En ce moment, beaucoup d’entre nous ont en tête la phrase de Simone de Beauvoir « n’oubliez jamais qu’il suffira d’une crise politique, économique ou religieuse pour faire régresser les droits des femmes ». On pourrait y ajouter « crise sanitaire »:les féministes ont très vite alerté sur l’impact de la crise du Covid sur l’égalité femmes-hommes. Les femmes étaient en première ligne pour soigner et faire tourner les « commerces essentiels », ce sont elles qui ont dû arrêter de travailler pour s’occuper de leurs enfants quand les écoles ont fermé : elles l’ont fait deux fois plus souvent que les pères. Si la situation se prolonge, cela va certainement augmenter les inégalités professionnelles, car le temps passé à s’occuper de l’éducation des enfants (jusqu’à 4h supplémentaires par jour pendant le premier confinement) va certainement pénaliser leur situation professionnelle.

L’INED a publié des chiffres très rapidement, et c’est très important. Le Covid aurait pu être un formidable retournement puisqu’avec le télétravail généralisé (pour les cadres) et le chômage partiel, cela a changé la donne : il n’y avait plus l’excuse « je rentre tard du boulot, je travaille loin etc. ». On aurait pu imaginer que les cartes du partage des tâches ménagères et familiales allaient être rebattues de façon plus égalitaire dans les couples hétérosexuels, mais comme le prédisait Simone de Beauvoir, c’est le contraire qui s’est passé et on a eu une aggravation des inégalités.

A plus long terme, on peut imaginer que le Covid va aussi entraîner des crises économiques, des changements politiques majeurs, en Europe et ailleurs, et que les droits des femmes vont être affectés.

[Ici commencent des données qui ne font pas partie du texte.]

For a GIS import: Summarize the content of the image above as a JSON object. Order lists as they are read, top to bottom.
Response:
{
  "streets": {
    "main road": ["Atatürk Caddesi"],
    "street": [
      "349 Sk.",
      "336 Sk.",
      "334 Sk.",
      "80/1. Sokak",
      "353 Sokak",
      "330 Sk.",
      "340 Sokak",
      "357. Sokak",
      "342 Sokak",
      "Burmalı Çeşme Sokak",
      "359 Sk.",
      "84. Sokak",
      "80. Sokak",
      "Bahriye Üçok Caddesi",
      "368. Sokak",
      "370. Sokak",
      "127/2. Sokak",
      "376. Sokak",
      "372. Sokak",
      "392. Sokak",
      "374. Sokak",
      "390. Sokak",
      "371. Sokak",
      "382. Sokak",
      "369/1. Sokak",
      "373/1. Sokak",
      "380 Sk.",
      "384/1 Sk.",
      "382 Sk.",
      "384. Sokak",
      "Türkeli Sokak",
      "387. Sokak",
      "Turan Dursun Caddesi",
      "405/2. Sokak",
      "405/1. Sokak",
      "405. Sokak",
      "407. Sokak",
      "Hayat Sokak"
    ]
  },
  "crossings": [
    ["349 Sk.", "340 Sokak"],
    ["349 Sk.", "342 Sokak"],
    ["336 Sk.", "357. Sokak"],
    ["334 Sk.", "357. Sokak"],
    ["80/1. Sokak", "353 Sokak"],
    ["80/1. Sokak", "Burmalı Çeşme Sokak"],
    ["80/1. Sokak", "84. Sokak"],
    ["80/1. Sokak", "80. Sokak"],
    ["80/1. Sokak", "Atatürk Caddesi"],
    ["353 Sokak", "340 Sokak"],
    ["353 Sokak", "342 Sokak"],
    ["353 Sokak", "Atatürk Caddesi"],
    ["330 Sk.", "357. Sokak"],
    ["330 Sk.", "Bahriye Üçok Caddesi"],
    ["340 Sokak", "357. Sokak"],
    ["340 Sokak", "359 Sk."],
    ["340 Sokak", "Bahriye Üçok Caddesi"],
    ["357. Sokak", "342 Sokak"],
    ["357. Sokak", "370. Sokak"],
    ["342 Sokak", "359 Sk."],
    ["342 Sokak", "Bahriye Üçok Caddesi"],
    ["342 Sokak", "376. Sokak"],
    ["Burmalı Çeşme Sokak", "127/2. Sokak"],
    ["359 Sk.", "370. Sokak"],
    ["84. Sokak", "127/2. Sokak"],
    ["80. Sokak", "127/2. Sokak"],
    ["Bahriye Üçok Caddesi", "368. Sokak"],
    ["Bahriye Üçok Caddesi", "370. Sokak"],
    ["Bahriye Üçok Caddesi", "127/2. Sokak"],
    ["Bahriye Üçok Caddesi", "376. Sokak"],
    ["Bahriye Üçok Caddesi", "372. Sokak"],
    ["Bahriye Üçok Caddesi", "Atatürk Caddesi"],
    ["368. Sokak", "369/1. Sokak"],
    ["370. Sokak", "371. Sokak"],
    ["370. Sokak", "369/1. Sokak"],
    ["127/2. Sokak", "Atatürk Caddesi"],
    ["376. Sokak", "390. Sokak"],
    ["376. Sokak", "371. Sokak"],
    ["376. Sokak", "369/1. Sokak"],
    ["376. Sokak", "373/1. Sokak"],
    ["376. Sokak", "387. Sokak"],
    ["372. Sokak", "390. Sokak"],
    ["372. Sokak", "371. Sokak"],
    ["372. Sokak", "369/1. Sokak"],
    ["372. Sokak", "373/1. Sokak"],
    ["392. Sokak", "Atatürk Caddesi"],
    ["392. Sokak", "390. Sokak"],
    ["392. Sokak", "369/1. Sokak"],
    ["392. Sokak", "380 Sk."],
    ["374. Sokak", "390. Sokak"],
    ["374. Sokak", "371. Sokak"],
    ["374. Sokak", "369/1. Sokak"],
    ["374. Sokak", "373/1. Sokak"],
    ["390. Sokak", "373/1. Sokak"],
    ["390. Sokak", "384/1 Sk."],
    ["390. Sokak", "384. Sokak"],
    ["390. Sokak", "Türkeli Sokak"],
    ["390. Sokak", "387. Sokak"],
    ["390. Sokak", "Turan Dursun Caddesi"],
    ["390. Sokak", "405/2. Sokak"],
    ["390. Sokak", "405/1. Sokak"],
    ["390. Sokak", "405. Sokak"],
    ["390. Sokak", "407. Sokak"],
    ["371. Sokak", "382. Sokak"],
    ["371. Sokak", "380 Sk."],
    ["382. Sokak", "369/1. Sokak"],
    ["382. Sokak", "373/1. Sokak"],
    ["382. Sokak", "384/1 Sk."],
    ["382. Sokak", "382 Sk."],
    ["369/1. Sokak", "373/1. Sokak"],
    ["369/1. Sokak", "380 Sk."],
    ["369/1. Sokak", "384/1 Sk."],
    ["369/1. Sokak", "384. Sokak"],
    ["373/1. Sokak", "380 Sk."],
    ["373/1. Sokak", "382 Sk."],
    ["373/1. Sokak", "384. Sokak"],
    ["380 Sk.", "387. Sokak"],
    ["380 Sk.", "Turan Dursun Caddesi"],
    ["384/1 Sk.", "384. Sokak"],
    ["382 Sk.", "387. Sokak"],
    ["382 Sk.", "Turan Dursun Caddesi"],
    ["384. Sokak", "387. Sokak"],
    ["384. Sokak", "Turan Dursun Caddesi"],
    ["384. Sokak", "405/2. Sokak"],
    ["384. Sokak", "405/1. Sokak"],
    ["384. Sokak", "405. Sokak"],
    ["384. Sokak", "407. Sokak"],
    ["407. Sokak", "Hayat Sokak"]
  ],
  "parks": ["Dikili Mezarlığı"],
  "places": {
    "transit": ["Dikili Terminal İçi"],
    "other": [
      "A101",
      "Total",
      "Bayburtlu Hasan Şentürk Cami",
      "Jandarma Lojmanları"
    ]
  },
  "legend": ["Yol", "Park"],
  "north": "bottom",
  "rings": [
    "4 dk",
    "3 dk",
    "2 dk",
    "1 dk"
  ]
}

Quand il y a une crise économique, on sait qu’on met en concurrence les femmes et les hommes, comme les discours conservateurs mettent régulièrement en concurrence les « nationaux » et les immigré.es. Plus que jamais, comme le disait Simone de Beauvoir, il faut rester vigilantes et considérer que rien n’est jamais acquis.

Aujourd’hui, on est sur une ligne de crète où on a vu émerger des mouvements féministes majeurs avec des millions de personnes dans la rue—en Espagne par exemple—on a eu #metoo, et en même temps, on a une crise économique qui va s’amorcer, et une crise sanitaire. On est donc à un tournant majeur qui appelle la plus grande vigilance, la plus grande mobilisation. Et c’est un défi pour le mouvement : réaliser un front commun des féministes pour faire face à tout ça.